Malorie Blanc vince il superg di Crans-Montana davanti a Goggia e Johnson
Malorie Blanc ha vinto il superg di Crans-Montana in 1:17.34, conquistando la prima vittoria della carriera sulla stessa pista dove si era infortuna due anni fa al ginocchio sinistro.
Scesa con il #17, il talento elvetico ha superato di 18 centesimo Sofia Goggia, scesa qualche numero prima, che stava conducendo la gara.
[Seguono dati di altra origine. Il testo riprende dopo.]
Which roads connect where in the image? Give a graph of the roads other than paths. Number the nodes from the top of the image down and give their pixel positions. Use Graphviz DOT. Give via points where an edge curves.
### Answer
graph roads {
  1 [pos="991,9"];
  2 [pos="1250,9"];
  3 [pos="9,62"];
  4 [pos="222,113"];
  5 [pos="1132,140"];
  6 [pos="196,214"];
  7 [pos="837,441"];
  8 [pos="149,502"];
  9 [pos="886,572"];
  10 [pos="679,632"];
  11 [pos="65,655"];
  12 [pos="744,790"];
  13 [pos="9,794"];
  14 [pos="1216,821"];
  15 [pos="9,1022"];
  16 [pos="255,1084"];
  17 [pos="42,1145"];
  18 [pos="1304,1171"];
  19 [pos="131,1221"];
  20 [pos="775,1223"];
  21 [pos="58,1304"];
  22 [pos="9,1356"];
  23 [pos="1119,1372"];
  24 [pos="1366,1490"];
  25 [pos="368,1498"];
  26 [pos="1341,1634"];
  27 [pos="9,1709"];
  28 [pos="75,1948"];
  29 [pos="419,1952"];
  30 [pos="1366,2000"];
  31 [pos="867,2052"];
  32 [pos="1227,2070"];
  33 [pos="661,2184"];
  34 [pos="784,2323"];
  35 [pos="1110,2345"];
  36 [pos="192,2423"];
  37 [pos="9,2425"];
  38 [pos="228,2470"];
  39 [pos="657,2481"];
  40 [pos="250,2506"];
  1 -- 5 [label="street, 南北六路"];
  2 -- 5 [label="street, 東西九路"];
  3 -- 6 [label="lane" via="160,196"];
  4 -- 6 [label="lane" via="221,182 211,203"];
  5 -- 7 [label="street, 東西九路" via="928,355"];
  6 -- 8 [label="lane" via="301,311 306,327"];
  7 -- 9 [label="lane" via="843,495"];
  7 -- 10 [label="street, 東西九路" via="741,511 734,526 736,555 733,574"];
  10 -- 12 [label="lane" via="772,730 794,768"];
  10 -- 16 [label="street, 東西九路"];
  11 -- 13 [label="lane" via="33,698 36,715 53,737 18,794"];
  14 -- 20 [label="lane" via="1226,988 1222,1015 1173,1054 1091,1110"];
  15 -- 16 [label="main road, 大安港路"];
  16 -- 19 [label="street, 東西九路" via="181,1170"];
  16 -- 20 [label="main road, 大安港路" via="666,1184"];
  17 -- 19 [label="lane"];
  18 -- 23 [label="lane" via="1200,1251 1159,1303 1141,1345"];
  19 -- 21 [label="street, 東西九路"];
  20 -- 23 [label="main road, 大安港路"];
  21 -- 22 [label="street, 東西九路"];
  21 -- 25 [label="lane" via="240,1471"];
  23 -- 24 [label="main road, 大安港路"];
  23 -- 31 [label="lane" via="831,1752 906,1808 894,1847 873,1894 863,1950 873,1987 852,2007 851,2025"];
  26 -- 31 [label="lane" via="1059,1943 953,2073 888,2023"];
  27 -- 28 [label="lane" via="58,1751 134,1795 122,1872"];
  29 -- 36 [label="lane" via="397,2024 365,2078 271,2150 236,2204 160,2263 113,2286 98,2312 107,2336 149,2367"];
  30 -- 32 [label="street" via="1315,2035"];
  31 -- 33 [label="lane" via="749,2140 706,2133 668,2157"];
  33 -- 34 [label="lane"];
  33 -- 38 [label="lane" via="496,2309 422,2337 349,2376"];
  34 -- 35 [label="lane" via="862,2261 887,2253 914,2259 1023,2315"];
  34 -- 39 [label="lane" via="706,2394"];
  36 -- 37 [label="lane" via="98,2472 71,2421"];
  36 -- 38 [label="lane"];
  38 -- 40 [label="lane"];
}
"Non è stato facile gareggiare qui per quello che è successo – ha detto Sofia Goggia – . Il pensiero di quel dramma mi ha accompagnato per tutto questo mese, sapendo di dover gareggiare proprio in questa località. Per quello che riguarda la mia gara, devo dire che sono soddisfatta. Ho fatto un paio di errori, soprattutto in alto, ma sentivo di avere la velocità e questo è molto importante. Gennaio non è mai stato un mese facile per me, e terminarlo con un podio è il miglior modo per presentarsi alle Olimpiadi. Sono contenta della mia prestazione e di aver mantenuto il pettorale rosso di leader della specialità. Io sto bene fisicamente e mentalmente, e credo di riuscire a portare nelle gare di Cortina la miglior versione di me stessa. L’Olimpiade per me è sacra e il solo pensare al fatto che le prossime gare che faremo saranno quelle olimpiche già mi gasa. L’appuntamento è a Cortina."
Con il #2 era scesa Roberta Melesi: un po' lenta in avvio, l'azzurra aveva poi sciato molto bene nei successivi tratti, ed è rimasta a lungo al parterre cullando il sogno del primo podio in carriera, ma con il #29 Breezy Johnson si è infilata tra lei e Goggia a 36 centesimi da Blanc. (primo podio in superg per l'americana, che si commuove)
Rimane comunque il miglior risultato in carriera per Melesi: "Cerco di dare il massimo in ogni gara, purtroppo di superG ne abbiamo fatti pochi, so che nelle piste più tecniche riesco ad essere competitiva. Aver perso il podio mi brucia molto, ma prendo il buono e vado avanti, mattoncino dopo mattoncino".
Giornata agrodolce per le azzurre perchè con il #20 è scesa Laura Pirovano che era in luce verde al secondo, terzo e quarto intermedio, e stava viaggiando con quasi 6 decimi di vantaggio su Blanc, era velocissima e proprio per questa non è riuscita a prendere la penultima porta, sarebbe stata vittoria.
"Mi dispiace per oggi – ha detto Pirovano -. Mi sembrava un finale da dover attaccare perché non mi pareva che ci fossero particolari difficoltà e non mi sembrava di aver attaccato così tanto. Invece, mi sbagliavo, ho preso l’ultimo dosso che mi ha sbalzato fuori traiettoria e non me la sono sentita di forzare un rientro e lì è finita la mia gara".
Buona prova per Brignone che al ritorno nella velocità chiude 18/a a +1.28, con qualche rischio nel tratto centrale: "Non mi è venuta la gara come pensavo di interpretarla – ha detto Brignone -. Sulla Bosse du President ho fatto un mezzo testa-coda e mi sono quasi girata, qua e là ho fatto degli errori. Però non è stato come avevo immaginato"
A punti anche Nicol Delago 27/a a +1.81.
Appena fuori dalle top30 Zenere e Delago, mentre non ha chiuso Elena Curtoni: la valtellinese finisce fuori dopo aver inforcato con un braccio nel tratto centrale.
CLASSIFICA - Con l'assenza di Vonn, Goggia allunga ancora in classifica di specialità e consolida il pettorale rosso con 280 punti, 60 su Robinson e 90 e Vonn.
Ora il Circo Rosa si ferma: si entra in clima olimpico, le ragazze torneranno in pista giovedì 5 a Cortina per la prima prova cronometrata.